Sant’Agata è Sant’Agata e a Catania basta la parola. La città etnea l’adora e all’inizio di ogni febbraio organizza una festa che non ha uguali in nessun altro angolo del mondo. La devozione – così profonda e così radicata – richiama migliaia di turisti e di fedeli, mobilita la Chiesa dei sacerdoti e dei vescovi, consente una religiosa passerella anche alla classe politica siciliana: dal sindaco Enrico Trantino all’ex sindaco Enzo Bianco, dal presidente dell’Ars, Gaetano Galvagno, al presidente della Regione, Renato Schifani. Ma c’è un catanese illustre, illustrissimo che non si lascia abbagliare dalle luci – tante, tantissime, sinceramente eccessive – della monumentale celebrazione. Anzi. E’ Francesco Merlo, editorialista principe di Repubblica e titolare della seguitissima rubrica “Posta e risposta”.
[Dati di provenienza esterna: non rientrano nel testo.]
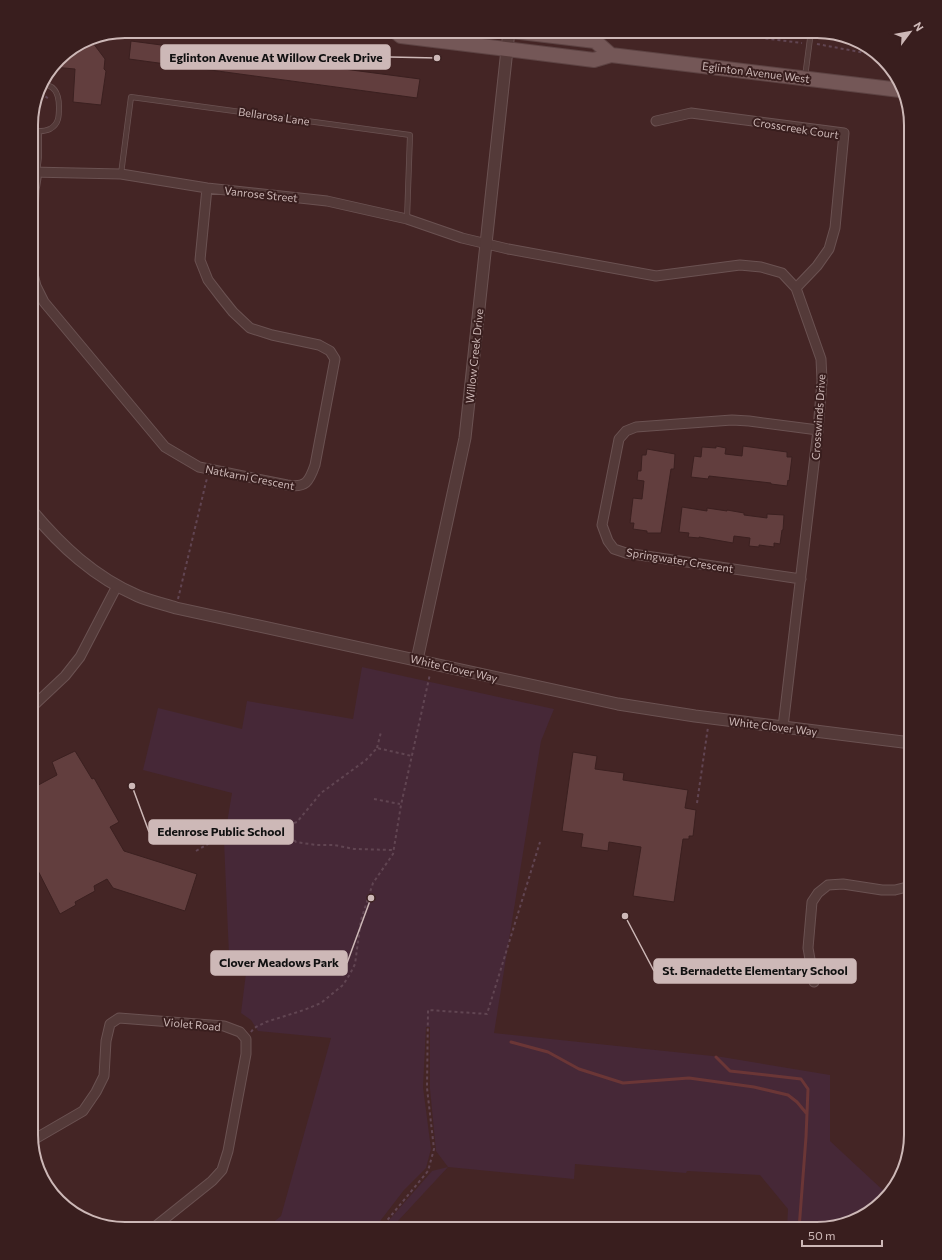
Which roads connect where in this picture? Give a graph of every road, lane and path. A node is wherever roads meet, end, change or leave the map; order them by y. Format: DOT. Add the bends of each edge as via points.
graph roads {
  1 [pos="417,38"];
  2 [pos="509,38"];
  3 [pos="570,38"];
  4 [pos="810,38"];
  5 [pos="507,49"];
  6 [pos="611,55"];
  7 [pos="805,78"];
  8 [pos="48,85"];
  9 [pos="896,90"];
  10 [pos="44,94"];
  11 [pos="59,103"];
  12 [pos="656,121"];
  13 [pos="39,131"];
  14 [pos="38,160"];
  15 [pos="38,172"];
  16 [pos="121,174"];
  17 [pos="207,188"];
  18 [pos="407,219"];
  19 [pos="486,244"];
  20 [pos="796,288"];
  21 [pos="38,290"];
  22 [pos="818,430"];
  23 [pos="209,470"];
  24 [pos="38,518"];
  25 [pos="801,579"];
  26 [pos="117,586"];
  27 [pos="176,608"];
  28 [pos="417,660"];
  29 [pos="432,663"];
  30 [pos="38,701"];
  31 [pos="710,718"];
  32 [pos="783,727"];
  33 [pos="381,732"];
  34 [pos="904,742"];
  35 [pos="377,748"];
  36 [pos="412,756"];
  37 [pos="374,799"];
  38 [pos="697,803"];
  39 [pos="401,805"];
  40 [pos="281,828"];
  41 [pos="540,842"];
  42 [pos="394,850"];
  43 [pos="196,851"];
  44 [pos="904,888"];
  45 [pos="814,982"];
  46 [pos="246,1039"];
  47 [pos="38,1137"];
  48 [pos="161,1222"];
  49 [pos="386,1222"];
  1 -- 5 [label="main road, Eglinton Avenue West"];
  2 -- 5 [label="street, Willow Creek Drive"];
  3 -- 6 [label="main road" via="595,41"];
  4 -- 7 [label="lane"];
  5 -- 6 [label="main road, Eglinton Avenue West" via="594,60"];
  5 -- 19 [label="street, Willow Creek Drive"];
  6 -- 7 [label="main road, Eglinton Avenue West"];
  7 -- 9 [label="main road, Eglinton Avenue West"];
  8 -- 11 [label="lane" via="58,94"];
  10 -- 11 [label="path"];
  11 -- 13 [label="lane" via="56,124 50,129"];
  12 -- 20 [label="street, Crosscreek Court" via="691,113 844,133 835,228 829,249"];
  13 -- 14 [label="lane"];
  15 -- 16 [label="street, Vanrose Street"];
  16 -- 17 [label="street, Vanrose Street"];
  16 -- 18 [label="lane, Bellarosa Lane" via="131,97 410,135"];
  17 -- 18 [label="street, Vanrose Street" via="327,202"];
  17 -- 23 [label="street, Natkarni Crescent" via="200,260 208,280 233,312 250,328 272,336 319,345 330,351 335,359 315,465 304,485 298,487"];
  18 -- 19 [label="street, Vanrose Street"];
  19 -- 20 [label="street, Crosswinds Drive" via="656,276 740,265 761,267 782,273"];
  19 -- 28 [label="street, Willow Creek Drive" via="465,438"];
  20 -- 22 [label="street, Crosswinds Drive" via="820,359 822,380"];
  21 -- 23 [label="street, Natkarni Crescent" via="44,302 165,447"];
  22 -- 25 [label="street, Crosswinds Drive"];
  22 -- 25 [label="street, Springwater Crescent" via="732,420 636,427 626,431 620,439 602,525 608,542 614,549 626,553"];
  23 -- 27 [label="path"];
  24 -- 26 [label="street, White Clover Way" via="65,548"];
  25 -- 32 [label="street, Crosswinds Drive"];
  26 -- 27 [label="street, White Clover Way" via="138,596"];
  26 -- 30 [label="street" via="80,657 65,676"];
  27 -- 28 [label="street, White Clover Way"];
  28 -- 29 [label="street, White Clover Way"];
  29 -- 31 [label="street, White Clover Way" via="618,704"];
  29 -- 36 [label="path"];
  31 -- 32 [label="street, White Clover Way"];
  31 -- 38 [label="path"];
  32 -- 34 [label="street, White Clover Way"];
  33 -- 35 [label="path"];
  35 -- 36 [label="path"];
  35 -- 40 [label="path" via="366,760 321,793 297,822"];
  36 -- 39 [label="path"];
  37 -- 39 [label="path"];
  39 -- 42 [label="path"];
  40 -- 42 [label="path" via="296,842 334,845 354,850"];
  40 -- 43 [label="path" via="240,823"];
  41 -- 49 [label="path" via="487,1014 428,1010 428,1088 434,1149 428,1171"];
  42 -- 46 [label="path" via="373,883 361,920 355,964 343,985 321,1003 254,1028"];
  44 -- 45 [label="street" via="882,890 842,884 828,885 818,893 812,902 808,948"];
  46 -- 47 [label="street, Violet Road" via="240,1032 224,1026 119,1018 110,1024 106,1041 104,1076 96,1092 83,1111"];
  46 -- 48 [label="street" via="246,1054 228,1151 222,1170 212,1182"];
}
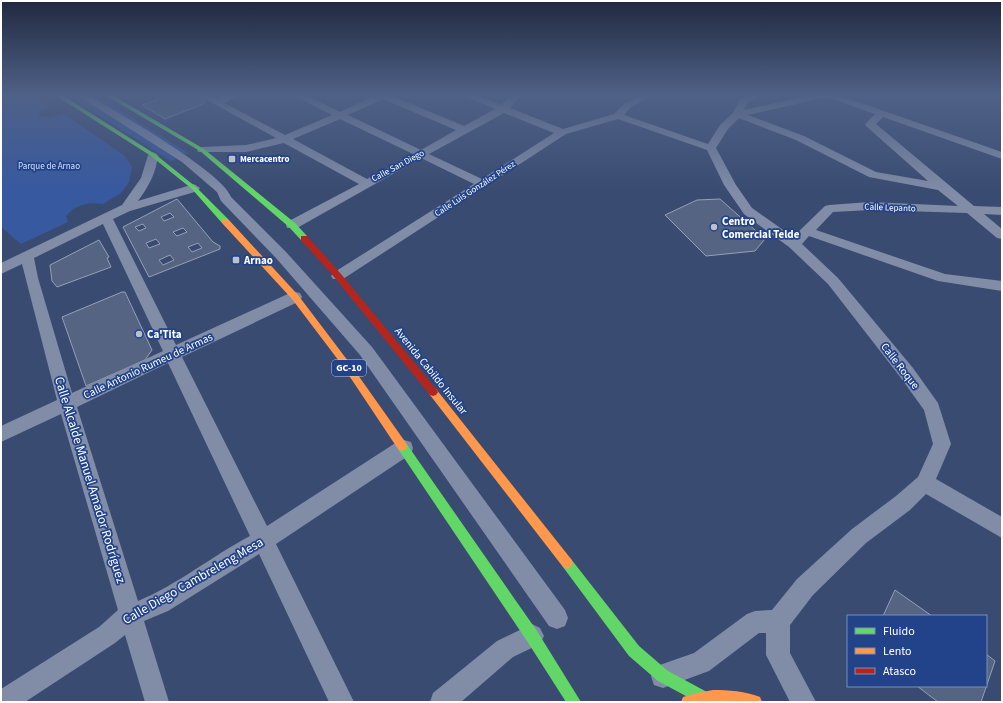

La polemica è andata in edicola in due giorni. E’ cominciata giovedì, quando un collaboratore di Linguaglossa, Andrea Cerra, gli chiede cosa possa rappresentare, nella “società liquida” che viviamo una celebrazione del genere. La risposta di Merlo è scioccante: “Le confesso che è una festa degenerata che mi ha sempre fatto orrore”, esordisce. “L’amatissimo don Resca, che purtroppo è mancato nel novembre scorso, con un piccolo gruppo di preti scappava via perché ‘lì c’è il Dio mafioso e non c’è il Dio cristiano’. Sognava una chiesa coraggiosa che distinguesse la religiosità dalla fede e dunque cacciasse da lì non solo i devoti mafiosi, ma i preti che sulla vara e sul fercolo raccolgono soldi e candele, mescolano le messe con le scommesse”. La conclusione è amarissima: “Io penso che sia la festa di un popolo non devoto ma disperato, come in Guatemala, in India, in Sudamerica: fumo, sai bianchi, le candelore portate a spalla, il tesoro, la cera sull’asfalto, e poi miracoli, guarigioni, bisogno di lavoro. Persino l’odore del caramello è stato sostituito dai fiumi infernali dell’arrosto di cavallo – ‘arrusti e mangia’: carne per comandare, carne per fottere, carne per mangiare”. Un ritratto impietoso.
Venerdì 6 febbraio, il secondo round. Gli scrive un sacerdote, Felice Bacco, di Canosa di Puglia. Il quale invita Merlo a considerare il fatto che con il nuovo Arcivescovo, Luigi Renna, c’è stato certamente un cambio di direzione. Ma l’editorialista di Repubblica non indietreggia. “E’ l’unica festa al mondo che è stata processata per mafia”, replica. Comunque ammette che il vescovo “combatte il paganesimo che affascinò Verga e De Roberto, il rito con la coda del diavolo”. Ma chiude la risposta senza indulgenze: “Quasi tutte le città siciliane hanno sante patrone: Agata, Rosalia, Lucia, Barbara, Venera. Il Comune di Catania candida la festa a patrimonio dell’umanità dell’Unesco: orrore”.